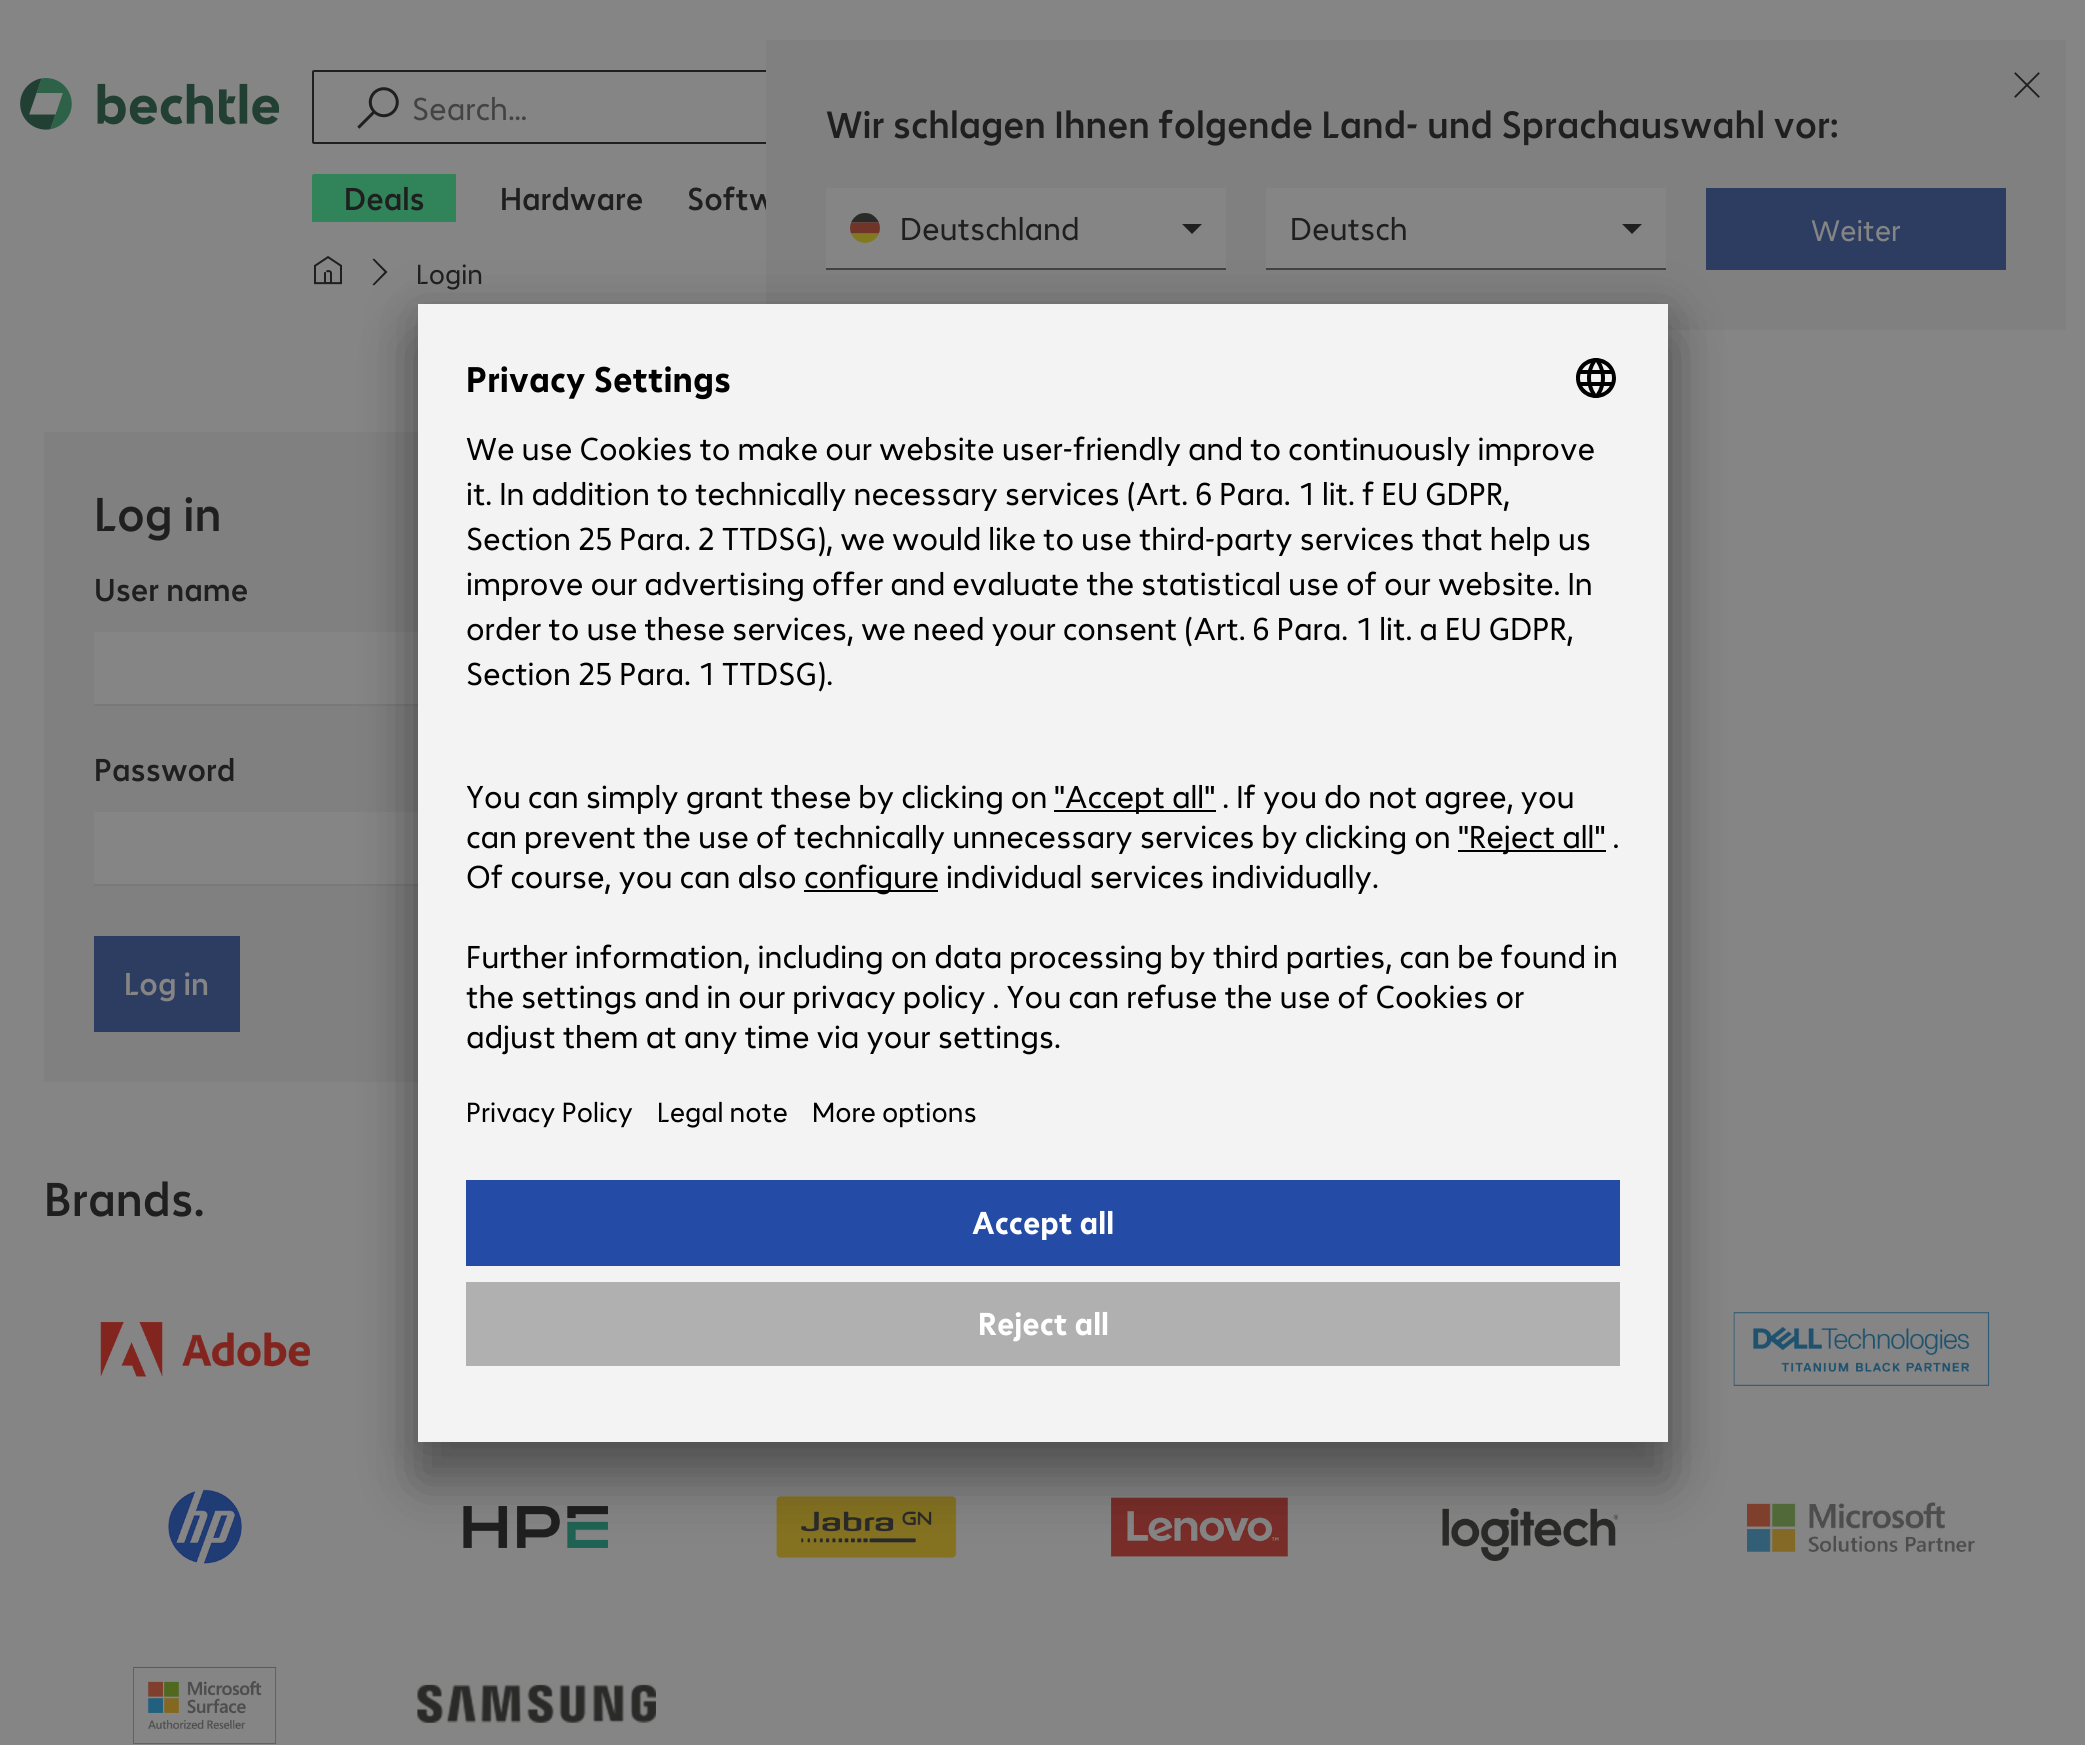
import math
import cairo



def rounded_rect(context, x, y, w, h, r):
    context.new_sub_path()
    for i, (u, v) in enumerate([(x + w - r, y + h - r), (x + r, y + h - r), (x + r, y + r), (x + w - r, y + r)]):
        context.arc(u, v, r, i * math.pi / 2, (i + 1) * math.pi / 2)
    context.close_path()


def draw_shadow(context, x, y, w, h, r, blur, alpha):
    context.push_group_with_content(cairo.Content.ALPHA)
    context.set_operator(cairo.Operator.SOURCE)
    for i in range(15, -16, -2):
        e = blur * i / 6
        if min(w, h) + 2 * e > 0:
            context.set_source_rgba(0, 0, 0, alpha * math.erfc((i - 1) / 8.5) / 2)
            rounded_rect(context, x - e, y - e, w + 2 * e, h + 2 * e, max(0, min(r + e + blur * .6, min(w, h) / 2 + e)))
            context.fill()
    context.mask(context.pop_group())


def draw_image(context, path, x, y, w, h):
    context.save()
    context.set_source_surface(cairo.ImageSurface.create_from_png(path), x, y)
    context.rectangle(x, y, w, h)
    context.fill()
    context.restore()


def draw(context):
    context.set_source_rgb(133 / 255, 133 / 255, 133 / 255)
    context.paint()
    draw_image(context, "images/1.png", 20, 78, 259, 52)
    rounded_rect(context, 313, 71, 1384, 72, 1)
    context.set_source_rgb(31 / 255, 31 / 255, 31 / 255)
    context.stroke()
    draw_image(context, "images/2.png", 357, 87, 42, 42)
    context.set_source_rgb(49 / 255, 131 / 255, 90 / 255)
    context.new_path()
    context.move_to(314, 174)
    context.line_to(456, 174)
    context.line_to(456, 222)
    context.line_to(312, 222)
    context.line_to(312, 176)
    context.curve_to(312, 175, 313, 174, 314, 174)
    context.close_path()
    context.fill()
    draw_image(context, "images/3.png", 314, 256, 28, 29)
    context.set_source_rgb(31 / 255, 31 / 255, 31 / 255)
    context.new_path()
    context.move_to(374, 285.5)
    context.line_to(372.5, 284.5)
    context.line_to(384.5, 272)
    context.line_to(372.5, 259.5)
    context.line_to(374, 258.5)
    context.line_to(387.5, 272)
    context.close_path()
    context.fill()
    context.set_source_rgb(128 / 255, 128 / 255, 128 / 255)
    context.rectangle(44, 432, 374, 650)
    context.fill()
    context.set_source_rgb(133 / 255, 133 / 255, 133 / 255)
    context.rectangle(94, 632, 324, 72)
    context.fill()
    context.set_source_rgb(121 / 255, 121 / 255, 121 / 255)
    context.rectangle(94, 704, 324, 2)
    context.fill()
    context.set_source_rgb(133 / 255, 133 / 255, 133 / 255)
    context.rectangle(94, 812, 324, 72)
    context.fill()
    context.set_source_rgb(121 / 255, 121 / 255, 121 / 255)
    context.rectangle(94, 884, 324, 2)
    context.fill()
    context.set_source_rgb(45 / 255, 61 / 255, 97 / 255)
    context.rectangle(94, 936, 146, 96)
    context.fill()
    draw_image(context, "images/6.png", 100, 1322, 210, 55)
    draw_image(context, "images/7.png", 1733, 1312, 257, 74)
    draw_image(context, "images/8.png", 168, 1489, 74, 75)
    draw_image(context, "images/9.png", 463, 1506, 145, 42)
    draw_image(context, "images/10.png", 776, 1496, 181, 62)
    draw_image(context, "images/11.png", 1111, 1497, 177, 60)
    draw_image(context, "images/12.png", 1442, 1508, 176, 53)
    draw_image(context, "images/13.png", 1747, 1502, 228, 50)
    draw_image(context, "images/14.png", 133, 1666, 144, 78)
    draw_image(context, "images/15.png", 417, 1684, 239, 39)
    context.select_font_face("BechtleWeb")
    context.set_font_size(32)
    context.set_source_rgb(67 / 255, 67 / 255, 67 / 255)
    context.move_to(412, 120)
    context.show_text("Search…")
    context.select_font_face("BechtleWeb Medium")
    context.set_source_rgb(31 / 255, 31 / 255, 31 / 255)
    context.move_to(344, 210)
    context.show_text("Deals")
    context.move_to(500, 210)
    context.show_text("Hardware")
    context.move_to(687, 210)
    context.show_text("Softw")
    context.select_font_face("BechtleWeb")
    context.set_font_size(28)
    context.move_to(416, 284)
    context.show_text("Login")
    context.set_source_rgb(128 / 255, 128 / 255, 128 / 255)
    context.rectangle(766, 40, 1300, 290)
    context.fill()
    draw_image(context, "images/4.png", 2014, 72, 26, 26)
    context.select_font_face("BechtleWeb Medium")
    context.set_font_size(38.4)
    context.set_source_rgb(31 / 255, 31 / 255, 31 / 255)
    context.move_to(826, 138)
    context.show_text("Wir schlagen Ihnen folgende Land- und Sprachauswahl vor:")
    context.set_source_rgb(133 / 255, 133 / 255, 133 / 255)
    context.rectangle(826, 188, 400, 80)
    context.fill()
    context.set_source_rgb(67 / 255, 67 / 255, 67 / 255)
    context.rectangle(826, 268, 400, 2)
    context.fill()
    draw_image(context, "images/5.png", 850, 213, 30, 30)
    context.select_font_face("BechtleWeb")
    context.set_font_size(32)
    context.set_source_rgb(31 / 255, 31 / 255, 31 / 255)
    context.move_to(900, 240)
    context.show_text("Deutschland")
    context.new_path()
    context.move_to(1182, 224)
    context.line_to(1202, 224)
    context.line_to(1192, 234)
    context.close_path()
    context.fill()
    context.set_source_rgb(133 / 255, 133 / 255, 133 / 255)
    context.rectangle(1266, 188, 400, 80)
    context.fill()
    context.set_source_rgb(67 / 255, 67 / 255, 67 / 255)
    context.rectangle(1266, 268, 400, 2)
    context.fill()
    context.set_source_rgb(31 / 255, 31 / 255, 31 / 255)
    context.move_to(1290, 240)
    context.show_text("Deutsch")
    context.new_path()
    context.move_to(1622, 224)
    context.line_to(1642, 224)
    context.line_to(1632, 234)
    context.close_path()
    context.fill()
    context.set_source_rgb(45 / 255, 61 / 255, 97 / 255)
    context.rectangle(1706, 188, 300, 82)
    context.fill()
    context.set_font_size(30)
    context.set_source_rgb(133 / 255, 133 / 255, 133 / 255)
    context.move_to(1811, 241)
    context.show_text("Weiter")
    context.select_font_face("BechtleWeb Medium")
    context.set_font_size(48)
    context.set_source_rgb(31 / 255, 31 / 255, 31 / 255)
    context.move_to(94, 531)
    context.show_text("Log in")
    context.set_font_size(32)
    context.move_to(94, 601)
    context.show_text("User name")
    context.move_to(94, 781)
    context.show_text("Password")
    context.set_source_rgb(133 / 255, 133 / 255, 133 / 255)
    context.move_to(124, 995)
    context.show_text("Log in")
    context.set_font_size(48)
    context.set_source_rgb(31 / 255, 31 / 255, 31 / 255)
    context.move_to(44, 1216)
    context.show_text("Brands.")
    context.set_source_rgb(0, 0, 0)
    draw_shadow(context, 418, 344, 1250, 1138, 0, 28, 0.3)
    draw_shadow(context, 418, 314, 1250, 1138, 0, 26, 0.22)
    context.set_source_rgb(243 / 255, 243 / 255, 243 / 255)
    context.rectangle(418, 304, 1250, 1138)
    context.fill()
    context.select_font_face("BechtleWeb", cairo.FontSlant.NORMAL, cairo.FontWeight.BOLD)
    context.set_font_size(36)
    context.set_source_rgb(0, 0, 0)
    context.move_to(466, 392)
    context.show_text("Privacy Settings")
    draw_image(context, "images/16.png", 1576, 358, 40, 40)
    context.select_font_face("BechtleWeb")
    context.set_font_size(32)
    context.move_to(466, 460)
    context.show_text("We use Cookies to make our website user-friendly and to continuously improve")
    context.move_to(466, 505)
    context.show_text("it. In addition to technically necessary services (Art. 6 Para. 1 lit. f EU GDPR,")
    context.move_to(466, 550)
    context.show_text("Section 25 Para. 2 TTDSG), we would like to use third-party services that help us")
    context.move_to(466, 595)
    context.show_text("improve our advertising offer and evaluate the statistical use of our website. In")
    context.move_to(466, 640)
    context.show_text("order to use these services, we need your consent (Art. 6 Para. 1 lit. a EU GDPR,")
    context.move_to(466, 685)
    context.show_text("Section 25 Para. 1 TTDSG).")
    context.move_to(466, 808)
    context.show_text("You can simply grant these by clicking on")
    context.rectangle(1054, 810, 162, 2)
    context.fill()
    context.move_to(1054, 808)
    context.show_text("\"Accept all\" . If you do not agree, you")
    context.move_to(466, 848)
    context.show_text("can prevent the use of technically unnecessary services by clicking on")
    context.rectangle(1458, 850, 148, 2)
    context.fill()
    context.move_to(1458, 848)
    context.show_text("\"Reject all\" .")
    context.move_to(466, 888)
    context.show_text("Of course, you can also")
    context.rectangle(804, 890, 134, 2)
    context.fill()
    context.move_to(804, 888)
    context.show_text("configure individual services individually.")
    context.move_to(466, 968)
    context.show_text("Further information, including on data processing by third parties, can be found in")
    context.move_to(466, 1008)
    context.show_text("the settings and in our privacy policy . You can refuse the use of Cookies or")
    context.move_to(466, 1048)
    context.show_text("adjust them at any time via your settings.")
    context.set_font_size(28)
    context.move_to(466, 1122)
    context.show_text("Privacy Policy")
    context.move_to(657, 1122)
    context.show_text("Legal note")
    context.move_to(812, 1122)
    context.show_text("More options")
    context.set_source_rgb(36 / 255, 76 / 255, 167 / 255)
    context.rectangle(466, 1180, 1154, 86)
    context.fill()
    context.select_font_face("BechtleWeb", cairo.FontSlant.NORMAL, cairo.FontWeight.BOLD)
    context.set_font_size(32)
    context.set_source_rgb(1, 1, 1)
    context.move_to(972, 1234)
    context.show_text("Accept all")
    context.set_source_rgb(176 / 255, 176 / 255, 176 / 255)
    context.rectangle(466, 1282, 1154, 84)
    context.fill()
    context.set_source_rgb(1, 1, 1)
    context.move_to(978, 1335)
    context.show_text("Reject all")


surface = cairo.ImageSurface(cairo.Format.RGB24, 2085, 1745)
context = cairo.Context(surface)
options = cairo.FontOptions()
options.set_hint_metrics(cairo.HintMetrics.OFF)
options.set_hint_style(cairo.HintStyle.NONE)
context.set_font_options(options)
context.set_miter_limit(4)
draw(context)
surface.write_to_png("out.png")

#### Task instructions
Above are the entries. Output exactly the lines beginning with the line that has "context.mask(context.pop_group())" and ending with the line that has "context.move_to(374, 285.5)".

#### Solution
    context.mask(context.pop_group())


def draw_image(context, path, x, y, w, h):
    context.save()
    context.set_source_surface(cairo.ImageSurface.create_from_png(path), x, y)
    context.rectangle(x, y, w, h)
    context.fill()
    context.restore()


def draw(context):
    context.set_source_rgb(133 / 255, 133 / 255, 133 / 255)
    context.paint()
    draw_image(context, "images/1.png", 20, 78, 259, 52)
    rounded_rect(context, 313, 71, 1384, 72, 1)
    context.set_source_rgb(31 / 255, 31 / 255, 31 / 255)
    context.stroke()
    draw_image(context, "images/2.png", 357, 87, 42, 42)
    context.set_source_rgb(49 / 255, 131 / 255, 90 / 255)
    context.new_path()
    context.move_to(314, 174)
    context.line_to(456, 174)
    context.line_to(456, 222)
    context.line_to(312, 222)
    context.line_to(312, 176)
    context.curve_to(312, 175, 313, 174, 314, 174)
    context.close_path()
    context.fill()
    draw_image(context, "images/3.png", 314, 256, 28, 29)
    context.set_source_rgb(31 / 255, 31 / 255, 31 / 255)
    context.new_path()
    context.move_to(374, 285.5)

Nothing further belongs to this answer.